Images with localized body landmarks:
*** Block opens ***

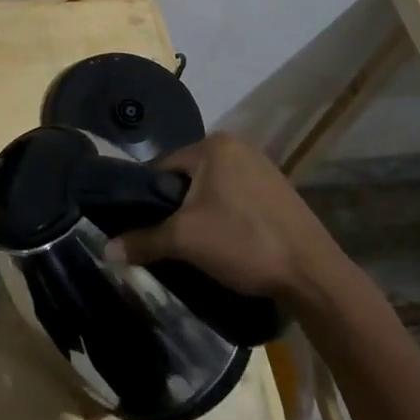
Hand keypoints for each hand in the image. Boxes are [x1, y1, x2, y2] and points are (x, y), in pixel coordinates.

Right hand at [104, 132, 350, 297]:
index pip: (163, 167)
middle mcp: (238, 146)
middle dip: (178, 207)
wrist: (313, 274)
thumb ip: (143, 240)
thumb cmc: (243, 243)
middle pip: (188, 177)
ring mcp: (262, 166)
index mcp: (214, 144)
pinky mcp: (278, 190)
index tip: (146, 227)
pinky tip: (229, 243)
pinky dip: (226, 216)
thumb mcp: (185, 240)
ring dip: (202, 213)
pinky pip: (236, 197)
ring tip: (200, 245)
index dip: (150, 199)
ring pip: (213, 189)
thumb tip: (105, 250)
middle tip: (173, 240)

*** Block closes ***
*** Block opens ***

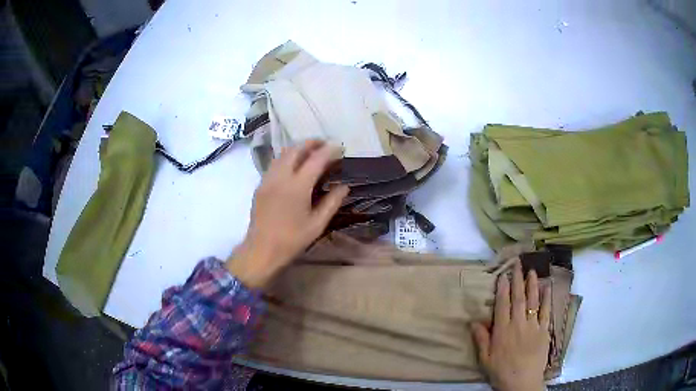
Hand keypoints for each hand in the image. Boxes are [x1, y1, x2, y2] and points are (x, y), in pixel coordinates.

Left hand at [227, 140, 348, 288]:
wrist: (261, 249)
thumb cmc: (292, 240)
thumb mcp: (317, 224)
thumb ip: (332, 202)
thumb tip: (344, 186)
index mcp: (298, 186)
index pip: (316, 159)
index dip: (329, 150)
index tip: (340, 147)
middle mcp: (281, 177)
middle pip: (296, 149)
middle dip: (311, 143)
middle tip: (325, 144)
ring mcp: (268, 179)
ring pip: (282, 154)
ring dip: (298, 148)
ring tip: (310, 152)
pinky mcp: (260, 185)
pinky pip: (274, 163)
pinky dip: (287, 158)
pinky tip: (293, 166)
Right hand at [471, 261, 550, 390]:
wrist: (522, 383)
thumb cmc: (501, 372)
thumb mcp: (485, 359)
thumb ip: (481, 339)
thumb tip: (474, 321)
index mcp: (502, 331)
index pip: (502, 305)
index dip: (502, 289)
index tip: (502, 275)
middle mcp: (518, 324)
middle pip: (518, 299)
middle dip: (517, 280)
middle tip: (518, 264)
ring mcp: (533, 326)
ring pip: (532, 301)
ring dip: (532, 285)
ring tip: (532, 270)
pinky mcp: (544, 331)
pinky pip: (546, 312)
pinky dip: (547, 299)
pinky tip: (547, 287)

*** Block closes ***

§ **Your goal**
Based on the entries above, please count how many lines contain the string "index", and reply with the figure only.

§ **Exercise output**
12